INSTRUCTIONS FOR THE TASK:
Find each line below containing the word "Petani" and copy it.

TASK MATERIAL:
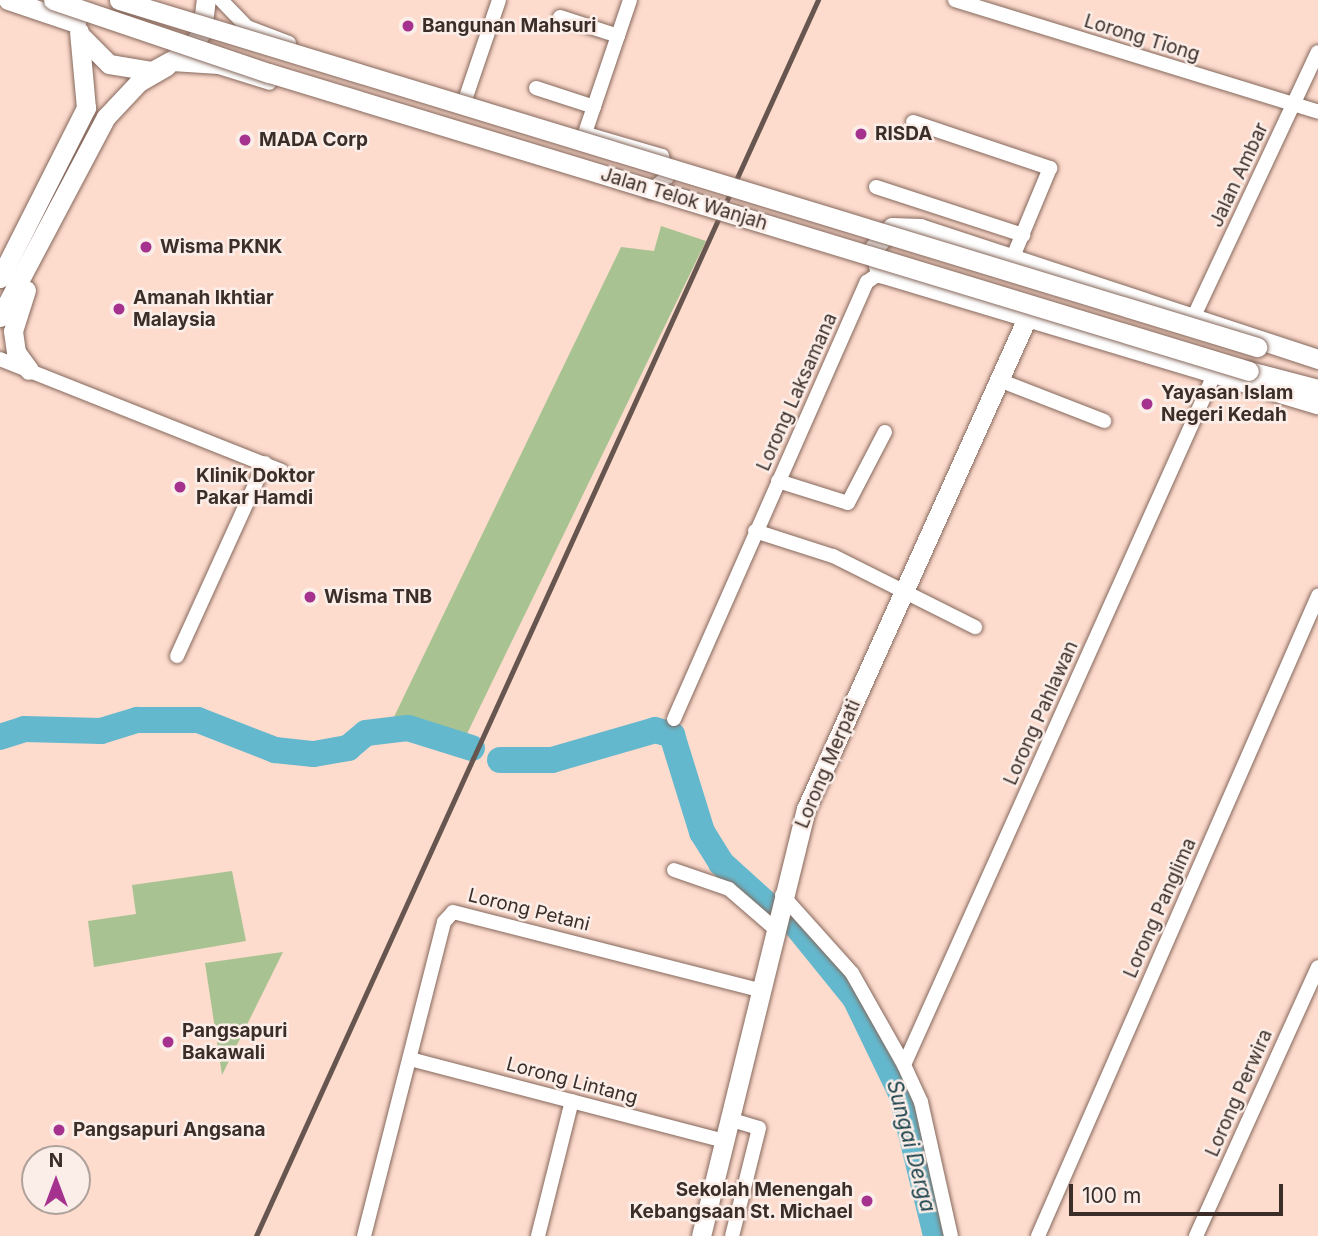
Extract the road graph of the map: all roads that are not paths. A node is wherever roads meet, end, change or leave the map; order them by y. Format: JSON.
{"nodes":[{"id":1,"x":8,"y":0,"type":"edge"},
{"id":2,"x":53,"y":0,"type":"edge"},
{"id":3,"x":74,"y":0,"type":"edge"},
{"id":4,"x":118,"y":0,"type":"edge"},
{"id":5,"x":206,"y":0,"type":"edge"},
{"id":6,"x":221,"y":0,"type":"edge"},
{"id":7,"x":499,"y":0,"type":"edge"},
{"id":8,"x":629,"y":0,"type":"edge"},
{"id":9,"x":955,"y":0,"type":"edge"},
{"id":10,"x":561,"y":17,"type":"dead end"},
{"id":11,"x":77,"y":27,"type":"junction"},
{"id":12,"x":618,"y":36,"type":"junction"},
{"id":13,"x":1318,"y":52,"type":"edge"},
{"id":14,"x":170,"y":65,"type":"junction"},
{"id":15,"x":537,"y":88,"type":"dead end"},
{"id":16,"x":466,"y":97,"type":"junction"},
{"id":17,"x":1294,"y":104,"type":"junction"},
{"id":18,"x":594,"y":107,"type":"junction"},
{"id":19,"x":1318,"y":112,"type":"edge"},
{"id":20,"x":913,"y":122,"type":"dead end"},
{"id":21,"x":585,"y":134,"type":"junction"},
{"id":22,"x":876,"y":187,"type":"dead end"},
{"id":23,"x":1023,"y":235,"type":"junction"},
{"id":24,"x":41,"y":243,"type":"junction"},
{"id":25,"x":1013,"y":257,"type":"junction"},
{"id":26,"x":880,"y":273,"type":"junction"},
{"id":27,"x":0,"y":278,"type":"edge"},
{"id":28,"x":1195,"y":314,"type":"junction"},
{"id":29,"x":0,"y":317,"type":"edge"},
{"id":30,"x":1027,"y":318,"type":"junction"},
{"id":31,"x":0,"y":359,"type":"edge"},
{"id":32,"x":1318,"y":359,"type":"edge"},
{"id":33,"x":1318,"y":366,"type":"edge"},
{"id":34,"x":29,"y":370,"type":"junction"},
{"id":35,"x":1213,"y":377,"type":"junction"},
{"id":36,"x":999,"y":380,"type":"junction"},
{"id":37,"x":1318,"y":389,"type":"edge"},
{"id":38,"x":1318,"y":404,"type":"edge"},
{"id":39,"x":1104,"y":421,"type":"dead end"},
{"id":40,"x":885,"y":432,"type":"dead end"},
{"id":41,"x":265,"y":463,"type":"junction"},
{"id":42,"x":282,"y":471,"type":"dead end"},
{"id":43,"x":778,"y":481,"type":"junction"},
{"id":44,"x":755,"y":531,"type":"junction"},
{"id":45,"x":903,"y":593,"type":"junction"},
{"id":46,"x":1318,"y":596,"type":"edge"},
{"id":47,"x":975,"y":627,"type":"dead end"},
{"id":48,"x":177,"y":656,"type":"dead end"},
{"id":49,"x":674,"y":719,"type":"dead end"},
{"id":50,"x":674,"y":870,"type":"dead end"},
{"id":51,"x":782,"y":895,"type":"junction"},
{"id":52,"x":774,"y":928,"type":"junction"},
{"id":53,"x":1318,"y":967,"type":"edge"},
{"id":54,"x":759,"y":990,"type":"junction"},
{"id":55,"x":410,"y":1059,"type":"junction"},
{"id":56,"x":904,"y":1065,"type":"junction"},
{"id":57,"x":572,"y":1101,"type":"junction"},
{"id":58,"x":729,"y":1119,"type":"junction"},
{"id":59,"x":724,"y":1141,"type":"junction"},
{"id":60,"x":364,"y":1236,"type":"edge"},
{"id":61,"x":538,"y":1236,"type":"edge"},
{"id":62,"x":701,"y":1236,"type":"edge"},
{"id":63,"x":732,"y":1236,"type":"edge"},
{"id":64,"x":951,"y":1236,"type":"edge"},
{"id":65,"x":1038,"y":1236,"type":"edge"},
{"id":66,"x":1196,"y":1236,"type":"edge"}],
"edges":[{"from":1,"to":11,"type":"main road"},
{"from":2,"to":37,"type":"main road","name":"Jalan Telok Wanjah","bridge":true},
{"from":3,"to":11,"type":"main road"},
{"from":4,"to":33,"type":"main road","name":"Jalan Telok Wanjah","bridge":true},
{"from":5,"to":14,"type":"main road"},
{"from":6,"to":16,"type":"street"},
{"from":7,"to":16,"type":"street"},
{"from":8,"to":12,"type":"street"},
{"from":9,"to":17,"type":"street","name":"Lorong Tiong"},
{"from":10,"to":12,"type":"street"},
{"from":11,"to":14,"type":"main road"},
{"from":11,"to":27,"type":"main road"},
{"from":12,"to":18,"type":"street"},
{"from":13,"to":17,"type":"street","name":"Jalan Ambar"},
{"from":14,"to":21,"type":"street"},
{"from":14,"to":24,"type":"main road"},
{"from":15,"to":18,"type":"street"},
{"from":16,"to":21,"type":"street"},
{"from":17,"to":19,"type":"street","name":"Lorong Tiong"},
{"from":17,"to":28,"type":"street","name":"Jalan Ambar"},
{"from":18,"to":21,"type":"street"},
{"from":20,"to":23,"type":"street"},
{"from":22,"to":23,"type":"street"},
{"from":23,"to":25,"type":"street"},
{"from":24,"to":29,"type":"main road"},
{"from":24,"to":34,"type":"main road"},
{"from":25,"to":26,"type":"main road"},
{"from":25,"to":28,"type":"main road"},
{"from":26,"to":30,"type":"main road"},
{"from":26,"to":43,"type":"street","name":"Lorong Laksamana"},
{"from":28,"to":32,"type":"main road"},
{"from":30,"to":35,"type":"main road"},
{"from":30,"to":36,"type":"main road","name":"Lorong Merpati"},
{"from":31,"to":34,"type":"street"},
{"from":34,"to":41,"type":"street"},
{"from":35,"to":38,"type":"main road"},
{"from":35,"to":56,"type":"street","name":"Lorong Pahlawan"},
{"from":36,"to":39,"type":"street"},
{"from":36,"to":45,"type":"main road","name":"Lorong Merpati"},
{"from":40,"to":43,"type":"street"},
{"from":41,"to":42,"type":"street"},
{"from":41,"to":48,"type":"street"},
{"from":43,"to":44,"type":"street","name":"Lorong Laksamana"},
{"from":44,"to":45,"type":"street"},
{"from":44,"to":49,"type":"street","name":"Lorong Laksamana"},
{"from":45,"to":47,"type":"street"},
{"from":45,"to":51,"type":"main road","name":"Lorong Merpati"},
{"from":46,"to":65,"type":"street","name":"Lorong Panglima"},
{"from":50,"to":52,"type":"street"},
{"from":51,"to":52,"type":"main road","name":"Lorong Merpati"},
{"from":51,"to":56,"type":"street"},
{"from":52,"to":54,"type":"main road","name":"Lorong Merpati"},
{"from":53,"to":66,"type":"street","name":"Lorong Perwira"},
{"from":54,"to":55,"type":"street","name":"Lorong Petani"},
{"from":54,"to":58,"type":"main road","name":"Lorong Merpati"},
{"from":55,"to":57,"type":"street","name":"Lorong Lintang"},
{"from":55,"to":60,"type":"street","name":"Lorong Petani"},
{"from":56,"to":64,"type":"street"},
{"from":57,"to":59,"type":"street","name":"Lorong Lintang"},
{"from":57,"to":61,"type":"street"},
{"from":58,"to":59,"type":"main road","name":"Lorong Merpati"},
{"from":58,"to":63,"type":"street"},
{"from":59,"to":62,"type":"main road","name":"Lorong Merpati"}]}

EXERCISE RESPONSE:
{"from":54,"to":55,"type":"street","name":"Lorong Petani"},
{"from":55,"to":60,"type":"street","name":"Lorong Petani"},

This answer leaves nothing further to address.